Влияние физической среды на культуру гораздо многостороннее. Можно сказать даже, что оно бесконечно разнообразно и может быть удовлетворительно исчерпано лишь для каждой отдельной территории в частности. Очень многочисленны и те влияния, которые поддаются обобщению. Мы остановимся лишь на важнейших. Бокль обобщает климат и почву в одну группу явлений, относя в другую общий вид природы. Риттер обследовал третью группу влияний, связанных преимущественно со строением территории (горизонтальное и вертикальное развитие, орография и гидрография, соседство, естественные сообщения и пр.). По этим трем группам и мы бегло осмотрим влияние физической среды на культуру.
Горизонтальное развитие страны, на которое впервые серьезное внимание обратил Карл Риттер, заключается в отношении между площадью территории и протяжением ее морского берега. Горизонтальным развитием обладают, таким образом, лишь страны, прибрежные морям, и обладают им в размере, тем большем, чем извилистее их берега, чем богаче они полуостровами, заливами, бухтами, островами и т. д. Горизонтальное развитие, однако, определяет собою доступность территории с моря. В первобытные времена степи, леса, горы более разделяли, нежели соединяли племена и народы; соединяли их только моря. Таким образом, континентальное положение территории, служащей поприщем для возникновения и развития цивилизации, благоприятствует выработке замкнутой, изолированной культуры. С другой стороны, горизонтальное развитие страны покровительствует сближению исторических народов и благоприятствует взаимному влиянию и солидарному развитию их культур. Полное взаимное отчуждение континентальных культур Египта, Месопотамии, Ирана, Индии, Китая и постепенное объединение средиземных культур (пунийской, эллинской и латинской) со всеми громадными результатами этого факта могут служить лучшею иллюстрацией указанной роли горизонтального развития. В этом обобщаются, как в фокусе, все многоразличные и многосторонние влияния горизонтального развития. И все они в последнем счете сводятся к тому факту, что море служит удобным сообщением, а суша в первобытное, докультурное или малокультурное время представляется скорее препятствием общения. Если мы затем обратим внимание на состояние путей сообщения в эпоху высокой культуры, то легко заметим, что указанное основное различие суши и моря теряет былое категорическое и великое значение. Ныне континентальные пути сообщения так же служат сближению и общению стран, как и морские. Сами пустыни постепенно теряют свое значение факторов разобщения и изолированности. Горизонтальное развитие страны, сохраняя большое, так сказать, факультативное значение, уже вполне потеряло свою былую роль основного двигателя и направителя культурного развития.

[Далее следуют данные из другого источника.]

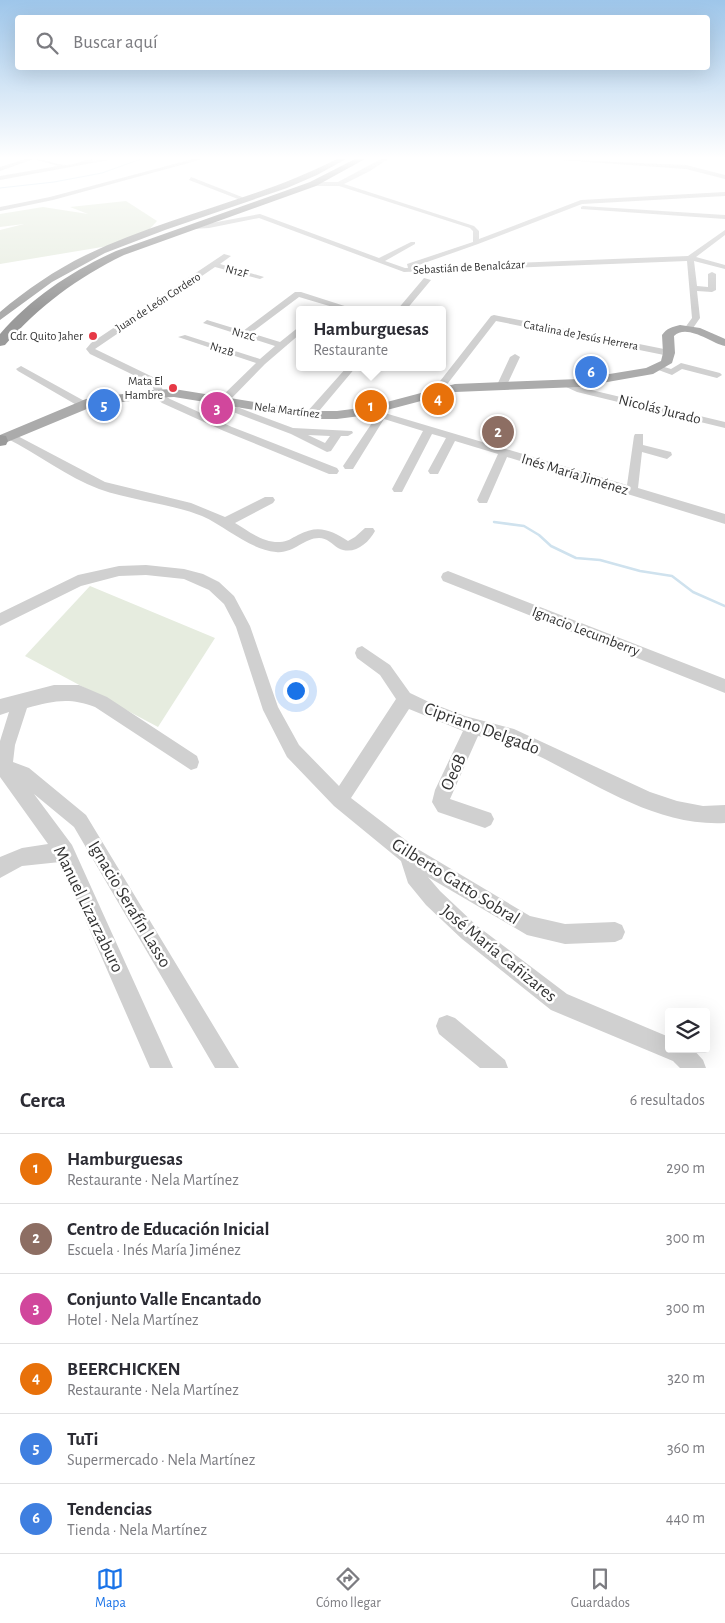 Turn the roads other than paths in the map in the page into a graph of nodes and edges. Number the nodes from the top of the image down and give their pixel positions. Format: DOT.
graph roads {
  1 [pos="220,209"];
  2 [pos="231,209"];
  3 [pos="244,209"];
  4 [pos="416,209"];
  5 [pos="561,209"];
  6 [pos="595,209"];
  7 [pos="214,211"];
  8 [pos="725,217"];
  9 [pos="193,227"];
  10 [pos="725,232"];
  11 [pos="413,243"];
  12 [pos="476,243"];
  13 [pos="227,256"];
  14 [pos="690,258"];
  15 [pos="379,261"];
  16 [pos="214,265"];
  17 [pos="725,267"];
  18 [pos="404,270"];
  19 [pos="712,274"];
  20 [pos="260,277"];
  21 [pos="426,280"];
  22 [pos="694,288"];
  23 [pos="329,304"];
  24 [pos="327,306"];
  25 [pos="337,306"];
  26 [pos="404,306"];
  27 [pos="0,317"];
  28 [pos="207,323"];
  29 [pos="0,326"];
  30 [pos="688,329"];
  31 [pos="296,332"];
  32 [pos="245,334"];
  33 [pos="182,337"];
  34 [pos="0,342"];
  35 [pos="725,343"];
  36 [pos="281,345"];
  37 [pos="669,353"];
  38 [pos="515,357"];
  39 [pos="262,362"];
  40 [pos="658,368"];
  41 [pos="21,369"];
  42 [pos="348,371"];
  43 [pos="718,375"];
  44 [pos="567,384"];
  45 [pos="502,385"];
  46 [pos="439,391"];
  47 [pos="160,393"];
  48 [pos="223,401"];
  49 [pos="84,405"];
  50 [pos="237,410"];
  51 [pos="283,411"];
  52 [pos="368,411"];
  53 [pos="310,415"];
  54 [pos="382,415"];
  55 [pos="274,425"];
  56 [pos="725,425"];
  57 [pos="428,429"];
  58 [pos="292,432"];
  59 [pos="452,436"];
  60 [pos="2,439"];
  61 [pos="504,452"];
  62 [pos="667,455"];
  63 [pos="349,466"];
  64 [pos="333,471"];
  65 [pos="434,472"];
  66 [pos="398,489"];
  67 [pos="632,491"];
  68 [pos="269,500"];
  69 [pos="483,500"];
  70 [pos="725,519"];
  71 [pos="225,522"];
  72 [pos="369,532"];
  73 [pos="448,577"];
  74 [pos="0,620"];
  75 [pos="362,653"];
  76 [pos="725,686"];
  77 [pos="406,701"];
  78 [pos="21,702"];
  79 [pos="0,707"];
  80 [pos="474,726"];
  81 [pos="191,762"];
  82 [pos="4,768"];
  83 [pos="340,800"];
  84 [pos="725,814"];
  85 [pos="485,819"];
  86 [pos="65,852"];
  87 [pos="409,855"];
  88 [pos="0,869"];
  89 [pos="615,932"];
  90 [pos="447,1026"];
  91 [pos="665,1046"];
  92 [pos="680,1053"];
  93 [pos="162,1068"];
  94 [pos="228,1068"];
  95 [pos="497,1068"];
  96 [pos="696,1068"];
  1 -- 7 [label="main road"];
  2 -- 29 [label="highway"];
  3 -- 9 [label="highway"];
  4 -- 12 [label="street"];
  5 -- 12 [label="street"];
  6 -- 8 [label="street"];
  7 -- 27 [label="main road"];
  9 -- 15 [label="street, Sebastián de Benalcázar"];
  9 -- 34 [label="highway"];
  10 -- 14 [label="street"];
  11 -- 15 [label="street"];
  12 -- 18 [label="street"];
  13 -- 16 [label="street, Juan de León Cordero"];
  14 -- 17 [label="street, Sebastián de Benalcázar"];
  14 -- 18 [label="street, Sebastián de Benalcázar"];
  14 -- 22 [label="street"];
  15 -- 18 [label="street, Sebastián de Benalcázar"];
  16 -- 20 [label="street, N12F"];
  16 -- 47 [label="street, Juan de León Cordero"];
  19 -- 22 [label="street"];
  21 -- 26 [label="street"];
  22 -- 30 [label="street"];
  23 -- 24 [label="street"];
  23 -- 25 [label="street"];
  23 -- 32 [label="street"];
  28 -- 32 [label="street, N12C"];
  30 -- 35 [label="main road"];
  30 -- 37 [label="main road"];
  31 -- 36 [label="street"];
  32 -- 36 [label="street, N12C"];
  33 -- 39 [label="street, N12B"];
  36 -- 39 [label="street"];
  37 -- 40 [label="main road"];
  37 -- 46 [label="street, Catalina de Jesús Herrera"];
  38 -- 45 [label="street"];
  39 -- 48 [label="street"];
  40 -- 43 [label="street"];
  40 -- 44 [label="main road, Nela Martínez"];
  41 -- 49 [label="street"];
  42 -- 53 [label="street"];
  44 -- 45 [label="main road, Nela Martínez"];
  44 -- 56 [label="street, Nicolás Jurado"];
  45 -- 46 [label="main road, Nela Martínez"];
  46 -- 52 [label="main road, Nela Martínez"];
  47 -- 48 [label="main road, Nela Martínez"];
  47 -- 49 [label="main road, Nela Martínez"];
  47 -- 64 [label="street"];
  48 -- 51 [label="main road, Nela Martínez"];
  49 -- 60 [label="main road, Nela Martínez"];
  50 -- 55 [label="street"];
  51 -- 53 [label="main road, Nela Martínez"];
  51 -- 55 [label="street"];
  52 -- 53 [label="main road, Nela Martínez"];
  52 -- 54 [label="street, Inés María Jiménez"];
  54 -- 57 [label="street, Inés María Jiménez"];
  54 -- 63 [label="street"];
  55 -- 58 [label="street"];
  57 -- 59 [label="street, Inés María Jiménez"];
  57 -- 66 [label="street"];
  58 -- 58 [label="street"];
  59 -- 61 [label="street, Inés María Jiménez"];
  59 -- 65 [label="street"];
  60 -- 71 [label="street"];
  61 -- 67 [label="street, Inés María Jiménez"];
  61 -- 69 [label="street"];
  62 -- 67 [label="street"];
  67 -- 70 [label="street, Inés María Jiménez"];
  68 -- 71 [label="street"];
  71 -- 72 [label="street"];
  73 -- 76 [label="street, Ignacio Lecumberry"];
  74 -- 83 [label="street, Gilberto Gatto Sobral"];
  75 -- 77 [label="street"];
  77 -- 80 [label="street, Cipriano Delgado"];
  77 -- 83 [label="street, Cipriano Delgado"];
  78 -- 79 [label="street"];
  78 -- 81 [label="street"];
  78 -- 82 [label="street"];
  80 -- 84 [label="street, Cipriano Delgado"];
  80 -- 85 [label="street, Oe6B"];
  82 -- 86 [label="street, Manuel Lizarzaburo"];
  82 -- 94 [label="street, Ignacio Serafín Lasso"];
  83 -- 87 [label="street, Gilberto Gatto Sobral"];
  86 -- 88 [label="street"];
  86 -- 93 [label="street, Manuel Lizarzaburo"];
  87 -- 89 [label="street, Gilberto Gatto Sobral"];
  87 -- 91 [label="street, José María Cañizares"];
  90 -- 95 [label="street"];
  92 -- 96 [label="street, José María Cañizares"];
} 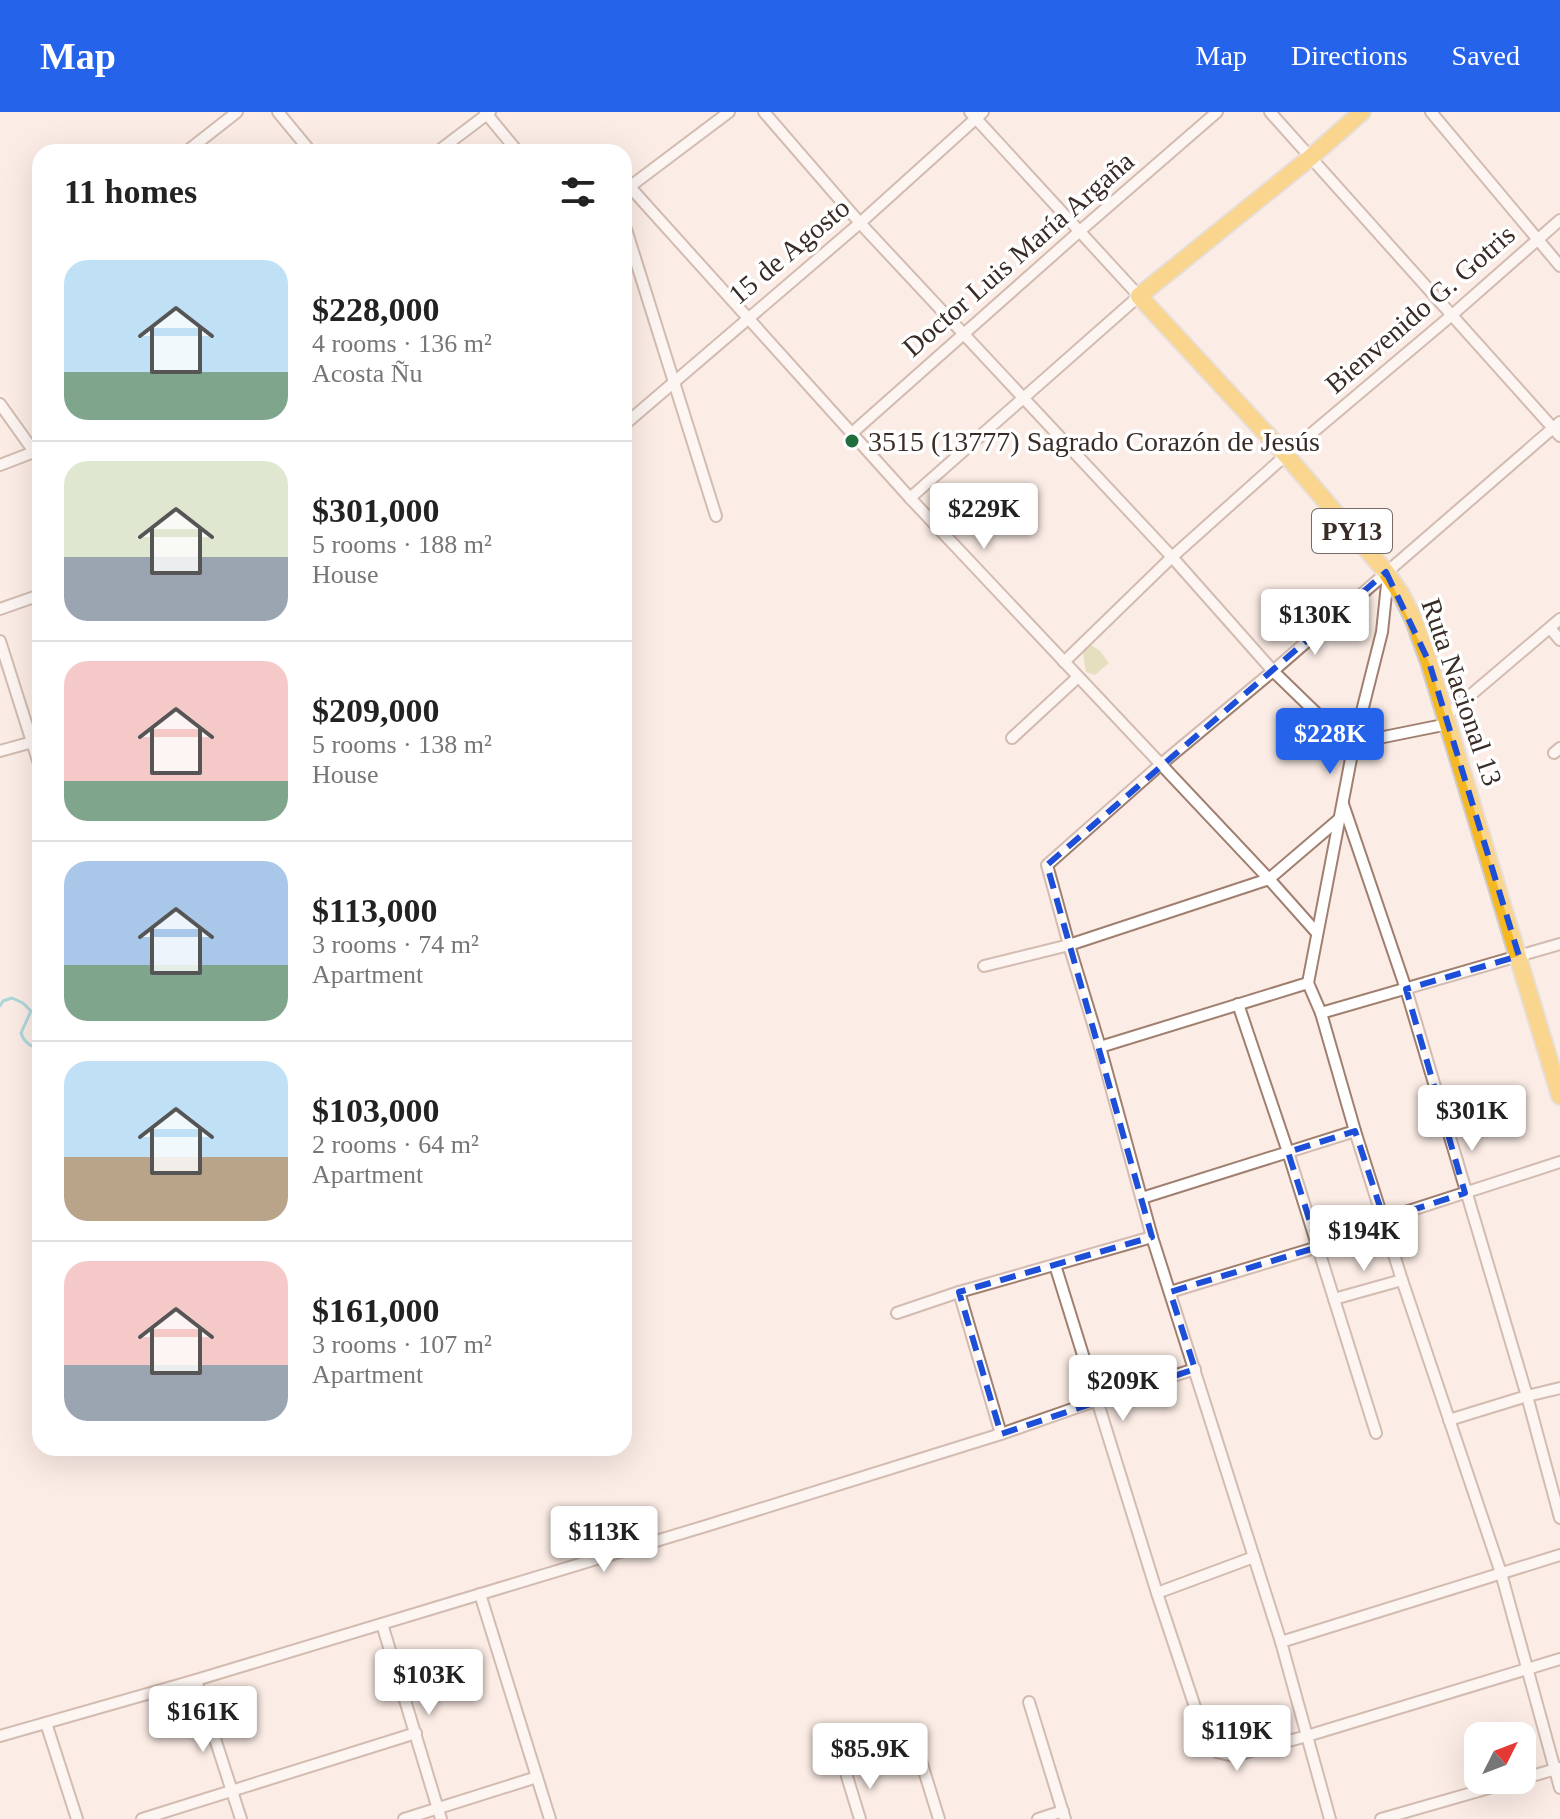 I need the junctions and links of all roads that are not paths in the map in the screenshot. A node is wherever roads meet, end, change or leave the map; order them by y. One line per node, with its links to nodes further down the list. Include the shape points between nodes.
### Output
1 (237, 112): 12 (street)
2 (278, 112): 13 (street)
3 (729, 112): 11 (street)
4 (764, 112): 20 (street)
5 (1217, 112): 21 (street, Doctor Luis María Argaña)
6 (1270, 112): 16 (street)
7 (1362, 112): 16 (highway)
8 (1431, 112): 22 (street)
9 (487, 113): 14 (street); 15 (street)
10 (976, 114): 20 (street, 15 de Agosto); 21 (street)
11 (716, 116): 17 (street)
12 (196, 144)
13 (304, 144)
14 (447, 144)
15 (512, 144)
16 (1311, 157): 25 (highway); 26 (street)
17 (632, 185)
18 (632, 194): 27 (street)
19 (1560, 220): 22 (street, Bienvenido G. Gotris)
20 (860, 223): 27 (street, 15 de Agosto); 28 (street)
21 (1081, 230): 25 (street); 28 (street, Doctor Luis María Argaña)
22 (1538, 239): 24 (street); 26 (street, Bienvenido G. Gotris)
23 (632, 248): 29 (street)
24 (1560, 266)
25 (1139, 296): 30 (street); 36 (highway, Ruta Nacional 13 / PY13)
26 (1452, 315): 33 (street); 36 (street, Bienvenido G. Gotris)
27 (748, 318): 29 (street, 15 de Agosto); 34 (street)
28 (963, 334): 30 (street); 34 (street, Doctor Luis María Argaña)
29 (674, 382): 32 (street, 15 de Agosto); 40 (street)
30 (1024, 399): 39 (street); 41 (street)
31 (0, 404): 35 (street)
32 (632, 418)
33 (1558, 429): 42 (street)
34 (852, 433): 39 (street)
35 (32, 446)
36 (1286, 455): 41 (street, Bienvenido G. Gotris); 42 (highway, Ruta Nacional 13 / PY13)
37 (32, 456): 38 (street)
38 (0, 465)
39 (910, 498): 49 (street)
40 (716, 516)
41 (1172, 557): 49 (street, Bienvenido G. Gotris); 50 (street)
42 (1387, 574): 50 (street); 52 (highway, Ruta Nacional 13 / PY13, via 1413,618); 56 (street, via 1382,632)
43 (32, 598): 44 (street)
44 (0, 609)
45 (1560, 619): 46 (street)
46 (1550, 628): 47 (street); 52 (street)
47 (1560, 640)
48 (0, 641): 53 (street)
49 (1064, 662): 51 (street)
50 (1273, 671): 56 (street, via 1340,736); 58 (street)
51 (1078, 677): 54 (street); 58 (street)
52 (1447, 720): 56 (street); 65 (highway, Ruta Nacional 13 / PY13)
53 (32, 727)
54 (1012, 738)
55 (32, 742): 57 (street)
56 (1354, 743): 59 (street)
57 (0, 751)
58 (1160, 765): 61 (street); 64 (street, via 1047,865)
59 (1342, 802): 60 (street); 68 (street)
60 (1338, 820): 61 (street); 62 (street)
61 (1269, 879): 62 (street); 64 (street)
62 (1317, 933): 67 (street)
63 (1560, 944): 65 (street)
64 (1069, 945): 66 (street); 71 (street)
65 (1519, 956): 68 (street); 72 (highway, Ruta Nacional 13 / PY13)
66 (984, 966)
67 (1308, 983): 69 (street); 70 (street)
68 (1406, 989): 70 (street); 76 (street)
69 (1238, 1004): 71 (street); 74 (street)
70 (1321, 1013): 73 (street)
71 (1100, 1047): 77 (street)
72 (1560, 1096)
73 (1355, 1131): 74 (street); 78 (street)
74 (1288, 1152): 77 (street); 80 (street)
75 (1560, 1162): 76 (street)
76 (1465, 1193): 78 (street); 89 (street)
77 (1142, 1198): 79 (street)
78 (1384, 1219): 82 (street)
79 (1152, 1237): 81 (street); 84 (street)
80 (1318, 1247): 84 (street); 85 (street)
81 (1055, 1265): 83 (street); 90 (street)
82 (1402, 1280): 85 (street); 91 (street)
83 (959, 1292): 86 (street); 93 (street)
84 (1170, 1292): 87 (street)
85 (1334, 1299): 92 (street)
86 (897, 1313)
87 (1195, 1369): 90 (street); 96 (street)
88 (1560, 1388): 89 (street)
89 (1527, 1396): 91 (street); 94 (street)
90 (1098, 1400): 93 (street); 98 (street)
91 (1449, 1420): 97 (street)
92 (1376, 1433)
93 (1001, 1434): 99 (street)
94 (1560, 1518)
95 (1560, 1555): 97 (street)
96 (1254, 1557): 98 (street); 101 (street)
97 (1501, 1573): 101 (street); 103 (street)
98 (1157, 1593): 110 (street, via 1205,1737 1217,1752 1233,1756)
99 (480, 1594): 100 (street); 114 (street)
100 (382, 1624): 104 (street); 107 (street)
101 (1281, 1642): 110 (street)
102 (1560, 1659): 103 (street)
103 (1526, 1669): 110 (street); 111 (street)
104 (196, 1680): 106 (street); 116 (street)
105 (1029, 1702): 119 (street)
106 (46, 1723): 109 (street); 120 (street)
107 (416, 1733): 116 (street); 118 (street)
108 (913, 1735): 126 (street)
109 (0, 1736)
110 (1307, 1736): 128 (street)
111 (1557, 1769): 113 (street); 115 (street)
112 (846, 1773): 125 (street)
113 (1536, 1775)
114 (537, 1777): 118 (street); 124 (street)
115 (1560, 1788)
116 (233, 1791): 121 (street); 122 (street)
117 (1468, 1794): 129 (street)
118 (440, 1814): 123 (street)
119 (1064, 1815): 127 (street)
120 (77, 1819)
121 (142, 1819)
122 (241, 1819)
123 (404, 1819)
124 (550, 1819)
125 (860, 1819)
126 (939, 1819)
127 (1038, 1819)
128 (1330, 1819)
129 (1381, 1819)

Велико значение в первобытные времена и вертикального развития территории, т. е. рельефа страны. Прежде всего, именно вертикальным развитием материки разделяются на отдельные территории, которые могут служить районами разных культур. Пустыни, горы, болота и первобытные леса служат разделителями и разобщителями территорий. Реки, направление и самое питание которых зависит от рельефа страны, представляются соединителями. Бассейны рек, отделенные друг от друга горами, пустынями или лесами, и послужили отдельными историческими районами. На Ниле возникла и развилась египетская цивилизация, на Иордане – еврейская, на Тигре и Евфрате – вавилоно-ассирийская, на Оксе и Яксарте – иранская, на Ганге – индусская, на Гоанго и Янцекианге – китайская. И чем обширнее был бассейн реки, тем шире и выше развивалась цивилизация, тем большее приобретала она значение.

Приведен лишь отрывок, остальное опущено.